EXT. POST-MODERN SCRIPT - TWILIGHT
Yes, you too can write the post-modern script. What I'm talking about is a screenplay that itself refers to, or uses elements from the craft of screenwriting - either tacitly or explicitly or both. At it's best, the post-modern screenplay results in
Adaptation. At it's worst,
The Lucky Slevin. And somewhere in between,
The Brick.
The Lucky Slevin is a screenwriting class in a movie. But nobody says it's a good education or a good movie. Not only does the narrator's voice immediately harken back to the golden age of noir, the voiceover also provides informative screenwriting tips. For example, the discussion of the inciting incident, something the voiceover draws to our attention, you know, just in case we're too busy listening to the voiceover to be watching the movie. And not to ignore the ACT III color commentary, when Slevin's voiceover goes to the trouble of
explaining how every plotline comes to a neat and tidy resolution by the end of the film. I heard a rumour that the DVD comes packaged with Slevin
Cole's Notes including a handy plot flowchart for the hard of reading. Wow, is that edgy filmmaking or what?
Tom Lazarus has a term for this "style". He calls it Morris the Explainer. His book is a lively read.
I hope they gave the production designer an Oscar. After watching that movie I went out and got myself a Bridget Riley-inspired OpArt bedspread and eBayyed myself some retro Trojans from the 1970s.
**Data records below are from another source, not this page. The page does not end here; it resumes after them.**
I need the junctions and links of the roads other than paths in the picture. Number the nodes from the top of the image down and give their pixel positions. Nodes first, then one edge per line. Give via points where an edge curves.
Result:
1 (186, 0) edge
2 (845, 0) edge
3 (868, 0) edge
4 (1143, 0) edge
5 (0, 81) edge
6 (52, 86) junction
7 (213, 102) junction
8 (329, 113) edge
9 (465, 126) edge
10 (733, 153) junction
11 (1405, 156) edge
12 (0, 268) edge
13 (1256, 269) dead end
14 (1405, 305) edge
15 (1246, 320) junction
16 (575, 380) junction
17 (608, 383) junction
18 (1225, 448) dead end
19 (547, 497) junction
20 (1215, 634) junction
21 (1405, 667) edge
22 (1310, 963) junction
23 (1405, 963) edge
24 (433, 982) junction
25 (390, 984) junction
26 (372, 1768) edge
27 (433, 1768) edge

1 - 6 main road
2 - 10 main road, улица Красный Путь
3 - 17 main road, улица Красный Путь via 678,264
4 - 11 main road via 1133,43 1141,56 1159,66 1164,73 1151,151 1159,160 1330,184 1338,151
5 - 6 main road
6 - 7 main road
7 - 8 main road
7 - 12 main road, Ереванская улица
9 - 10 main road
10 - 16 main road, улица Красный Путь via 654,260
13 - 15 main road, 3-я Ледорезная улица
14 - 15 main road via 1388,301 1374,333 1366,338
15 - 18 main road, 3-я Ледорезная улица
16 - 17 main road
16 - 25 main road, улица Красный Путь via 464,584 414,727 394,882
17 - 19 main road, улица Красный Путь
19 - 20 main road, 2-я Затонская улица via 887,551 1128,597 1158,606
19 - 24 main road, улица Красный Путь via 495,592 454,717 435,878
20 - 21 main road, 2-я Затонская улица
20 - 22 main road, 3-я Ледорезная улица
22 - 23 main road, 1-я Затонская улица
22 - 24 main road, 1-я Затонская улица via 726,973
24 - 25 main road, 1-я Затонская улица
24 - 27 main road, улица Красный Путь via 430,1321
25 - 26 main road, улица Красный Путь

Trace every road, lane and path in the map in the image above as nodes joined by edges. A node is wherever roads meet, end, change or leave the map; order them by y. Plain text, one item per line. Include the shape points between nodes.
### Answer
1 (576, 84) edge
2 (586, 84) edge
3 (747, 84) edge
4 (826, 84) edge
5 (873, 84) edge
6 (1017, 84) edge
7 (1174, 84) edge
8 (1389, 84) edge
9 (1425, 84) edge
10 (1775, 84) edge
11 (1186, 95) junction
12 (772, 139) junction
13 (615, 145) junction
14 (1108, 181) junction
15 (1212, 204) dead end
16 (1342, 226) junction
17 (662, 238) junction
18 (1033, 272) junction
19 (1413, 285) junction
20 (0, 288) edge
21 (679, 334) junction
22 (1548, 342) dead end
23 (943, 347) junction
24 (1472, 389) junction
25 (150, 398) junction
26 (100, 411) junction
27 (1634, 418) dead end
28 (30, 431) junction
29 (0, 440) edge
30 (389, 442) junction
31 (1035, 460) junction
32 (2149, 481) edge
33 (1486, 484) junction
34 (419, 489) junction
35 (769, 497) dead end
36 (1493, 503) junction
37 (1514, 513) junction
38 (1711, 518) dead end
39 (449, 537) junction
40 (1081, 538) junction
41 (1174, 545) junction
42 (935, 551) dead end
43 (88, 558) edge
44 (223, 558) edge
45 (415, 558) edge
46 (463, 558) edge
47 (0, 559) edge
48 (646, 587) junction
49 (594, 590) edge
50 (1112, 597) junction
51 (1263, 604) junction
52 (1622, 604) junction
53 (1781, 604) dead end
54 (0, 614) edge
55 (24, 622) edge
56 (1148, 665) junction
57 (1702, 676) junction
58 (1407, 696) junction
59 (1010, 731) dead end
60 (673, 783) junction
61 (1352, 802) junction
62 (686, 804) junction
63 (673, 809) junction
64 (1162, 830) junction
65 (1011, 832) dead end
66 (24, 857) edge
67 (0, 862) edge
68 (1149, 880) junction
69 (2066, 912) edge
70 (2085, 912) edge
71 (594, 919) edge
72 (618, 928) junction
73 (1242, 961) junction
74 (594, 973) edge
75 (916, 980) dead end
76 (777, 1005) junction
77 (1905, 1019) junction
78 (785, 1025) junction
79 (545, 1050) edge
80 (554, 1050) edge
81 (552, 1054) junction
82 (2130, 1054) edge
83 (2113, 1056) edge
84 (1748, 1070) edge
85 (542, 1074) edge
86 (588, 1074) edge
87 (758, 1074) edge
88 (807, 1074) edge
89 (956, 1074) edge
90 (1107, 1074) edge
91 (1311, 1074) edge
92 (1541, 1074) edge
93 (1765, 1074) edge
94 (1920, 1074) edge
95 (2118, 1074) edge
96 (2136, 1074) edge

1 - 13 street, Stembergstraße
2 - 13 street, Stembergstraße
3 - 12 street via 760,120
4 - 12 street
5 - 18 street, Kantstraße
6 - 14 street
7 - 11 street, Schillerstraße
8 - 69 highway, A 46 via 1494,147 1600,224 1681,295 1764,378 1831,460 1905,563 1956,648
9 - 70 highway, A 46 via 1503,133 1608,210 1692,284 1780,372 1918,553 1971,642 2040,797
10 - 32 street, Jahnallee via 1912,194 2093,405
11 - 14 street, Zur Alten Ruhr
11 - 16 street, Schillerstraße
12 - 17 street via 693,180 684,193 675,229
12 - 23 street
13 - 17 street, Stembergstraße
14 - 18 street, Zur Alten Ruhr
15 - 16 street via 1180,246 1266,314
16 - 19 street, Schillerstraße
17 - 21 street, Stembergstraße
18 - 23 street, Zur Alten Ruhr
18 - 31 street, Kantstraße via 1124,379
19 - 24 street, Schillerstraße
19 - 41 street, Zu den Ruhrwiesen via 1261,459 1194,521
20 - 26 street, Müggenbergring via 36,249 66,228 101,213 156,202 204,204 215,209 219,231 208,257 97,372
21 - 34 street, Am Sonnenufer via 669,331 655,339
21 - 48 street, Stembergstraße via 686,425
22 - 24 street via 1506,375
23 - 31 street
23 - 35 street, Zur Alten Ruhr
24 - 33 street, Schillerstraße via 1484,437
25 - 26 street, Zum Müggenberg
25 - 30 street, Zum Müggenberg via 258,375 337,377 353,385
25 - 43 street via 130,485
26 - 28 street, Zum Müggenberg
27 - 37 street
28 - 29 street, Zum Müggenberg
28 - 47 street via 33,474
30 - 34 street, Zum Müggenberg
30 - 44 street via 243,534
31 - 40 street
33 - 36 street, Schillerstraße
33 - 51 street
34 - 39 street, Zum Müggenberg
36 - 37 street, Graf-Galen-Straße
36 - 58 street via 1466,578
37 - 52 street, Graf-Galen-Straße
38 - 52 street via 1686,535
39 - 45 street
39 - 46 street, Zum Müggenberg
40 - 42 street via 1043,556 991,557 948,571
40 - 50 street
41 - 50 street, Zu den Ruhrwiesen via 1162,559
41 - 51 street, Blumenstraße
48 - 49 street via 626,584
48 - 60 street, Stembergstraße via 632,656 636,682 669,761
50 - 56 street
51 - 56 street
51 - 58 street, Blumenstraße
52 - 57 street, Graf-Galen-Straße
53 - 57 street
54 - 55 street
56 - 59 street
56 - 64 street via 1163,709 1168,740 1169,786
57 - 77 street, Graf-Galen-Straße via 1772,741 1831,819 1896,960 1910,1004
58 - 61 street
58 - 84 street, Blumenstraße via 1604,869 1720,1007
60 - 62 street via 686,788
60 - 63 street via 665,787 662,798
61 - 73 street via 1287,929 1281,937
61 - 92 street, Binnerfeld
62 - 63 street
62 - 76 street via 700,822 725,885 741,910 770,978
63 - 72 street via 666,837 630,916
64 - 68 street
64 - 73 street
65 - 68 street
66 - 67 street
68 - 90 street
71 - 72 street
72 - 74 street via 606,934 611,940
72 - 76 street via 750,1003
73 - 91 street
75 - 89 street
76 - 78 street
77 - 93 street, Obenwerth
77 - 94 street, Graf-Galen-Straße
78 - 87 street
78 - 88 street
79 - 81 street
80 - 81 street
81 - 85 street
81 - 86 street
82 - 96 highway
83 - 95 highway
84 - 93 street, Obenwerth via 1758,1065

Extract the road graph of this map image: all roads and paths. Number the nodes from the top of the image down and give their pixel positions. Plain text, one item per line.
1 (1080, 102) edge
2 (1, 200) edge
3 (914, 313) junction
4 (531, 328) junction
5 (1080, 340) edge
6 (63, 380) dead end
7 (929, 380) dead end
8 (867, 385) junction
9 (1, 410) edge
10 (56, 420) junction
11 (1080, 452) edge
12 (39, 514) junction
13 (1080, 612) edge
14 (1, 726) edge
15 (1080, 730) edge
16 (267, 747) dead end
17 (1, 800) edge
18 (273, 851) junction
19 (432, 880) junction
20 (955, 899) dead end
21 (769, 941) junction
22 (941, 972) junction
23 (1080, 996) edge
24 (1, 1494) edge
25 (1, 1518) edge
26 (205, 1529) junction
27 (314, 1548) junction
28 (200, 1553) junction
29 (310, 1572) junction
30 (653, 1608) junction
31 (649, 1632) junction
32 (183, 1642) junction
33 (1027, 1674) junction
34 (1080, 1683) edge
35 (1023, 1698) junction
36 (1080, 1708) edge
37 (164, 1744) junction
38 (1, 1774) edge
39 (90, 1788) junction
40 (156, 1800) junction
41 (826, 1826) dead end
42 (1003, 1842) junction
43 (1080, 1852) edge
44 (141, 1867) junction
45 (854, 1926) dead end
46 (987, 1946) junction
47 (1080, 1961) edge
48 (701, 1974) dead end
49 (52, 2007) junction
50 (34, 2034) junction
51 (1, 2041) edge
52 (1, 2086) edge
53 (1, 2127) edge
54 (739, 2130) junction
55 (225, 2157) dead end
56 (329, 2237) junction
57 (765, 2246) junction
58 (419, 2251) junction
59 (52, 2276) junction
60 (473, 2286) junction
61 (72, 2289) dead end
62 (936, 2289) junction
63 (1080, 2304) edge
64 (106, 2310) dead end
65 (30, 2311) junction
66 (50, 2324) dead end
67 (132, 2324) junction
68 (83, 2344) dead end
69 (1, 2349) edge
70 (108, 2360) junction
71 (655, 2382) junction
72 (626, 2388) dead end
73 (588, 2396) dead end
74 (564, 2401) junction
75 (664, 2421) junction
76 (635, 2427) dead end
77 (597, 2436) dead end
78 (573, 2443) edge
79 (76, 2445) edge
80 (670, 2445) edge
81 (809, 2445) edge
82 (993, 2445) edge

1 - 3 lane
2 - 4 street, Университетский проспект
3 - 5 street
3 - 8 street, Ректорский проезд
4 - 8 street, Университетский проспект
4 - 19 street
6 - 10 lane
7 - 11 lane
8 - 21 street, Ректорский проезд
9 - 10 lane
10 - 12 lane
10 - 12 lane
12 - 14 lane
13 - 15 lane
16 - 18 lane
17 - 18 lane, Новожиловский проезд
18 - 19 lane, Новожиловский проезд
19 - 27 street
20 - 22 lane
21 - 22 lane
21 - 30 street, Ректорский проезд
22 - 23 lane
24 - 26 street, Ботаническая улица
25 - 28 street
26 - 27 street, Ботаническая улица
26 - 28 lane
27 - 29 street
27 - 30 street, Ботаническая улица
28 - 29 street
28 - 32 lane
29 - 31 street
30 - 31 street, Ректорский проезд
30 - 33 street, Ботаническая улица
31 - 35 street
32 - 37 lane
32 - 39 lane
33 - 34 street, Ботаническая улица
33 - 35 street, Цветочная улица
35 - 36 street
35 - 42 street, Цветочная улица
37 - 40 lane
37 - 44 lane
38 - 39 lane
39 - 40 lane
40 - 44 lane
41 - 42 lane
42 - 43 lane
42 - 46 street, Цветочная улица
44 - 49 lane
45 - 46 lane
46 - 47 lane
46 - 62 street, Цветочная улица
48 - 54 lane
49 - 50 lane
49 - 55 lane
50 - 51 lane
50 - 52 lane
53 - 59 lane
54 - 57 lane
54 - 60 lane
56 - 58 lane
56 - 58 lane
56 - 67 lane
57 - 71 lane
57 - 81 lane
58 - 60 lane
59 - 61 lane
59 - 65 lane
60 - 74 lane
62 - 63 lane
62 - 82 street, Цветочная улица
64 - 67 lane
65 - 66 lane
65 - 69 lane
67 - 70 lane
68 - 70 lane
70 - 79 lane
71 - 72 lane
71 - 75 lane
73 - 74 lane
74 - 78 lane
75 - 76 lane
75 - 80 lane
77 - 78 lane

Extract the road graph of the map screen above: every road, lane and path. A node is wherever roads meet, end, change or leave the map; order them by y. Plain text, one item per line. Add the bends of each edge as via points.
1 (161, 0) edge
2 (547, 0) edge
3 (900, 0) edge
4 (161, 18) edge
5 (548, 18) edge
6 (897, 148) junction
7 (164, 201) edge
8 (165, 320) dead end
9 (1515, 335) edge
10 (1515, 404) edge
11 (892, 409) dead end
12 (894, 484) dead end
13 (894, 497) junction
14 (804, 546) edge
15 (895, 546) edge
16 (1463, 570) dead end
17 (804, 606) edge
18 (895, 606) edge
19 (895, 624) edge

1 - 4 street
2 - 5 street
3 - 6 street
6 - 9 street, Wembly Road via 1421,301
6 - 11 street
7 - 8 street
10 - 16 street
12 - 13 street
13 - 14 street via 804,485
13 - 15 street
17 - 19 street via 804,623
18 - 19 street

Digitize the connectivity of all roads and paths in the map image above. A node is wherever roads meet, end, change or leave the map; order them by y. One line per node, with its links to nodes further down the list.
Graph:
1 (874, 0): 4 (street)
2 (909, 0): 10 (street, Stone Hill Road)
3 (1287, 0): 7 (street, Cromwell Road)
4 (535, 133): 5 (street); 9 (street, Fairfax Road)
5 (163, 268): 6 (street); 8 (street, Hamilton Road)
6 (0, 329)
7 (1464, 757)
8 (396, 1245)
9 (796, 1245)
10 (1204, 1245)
No guarantees if the spermicidial lubricant on those puppies has any kill left in it, but hey, it's the seventies, sexual liberation is the word of the decade and condoms weren't so much a right as a priviledge.
Slevin: How to get your script read in Hollywood by including inside jokes that only Hollywood readers will "get", disarming their sadomasochistic need to pound your script with unwarranted negative coverage, thereby propelling your pulpy work beyond the gatekeepers into the stratospheric nether-regions of greenlightsville.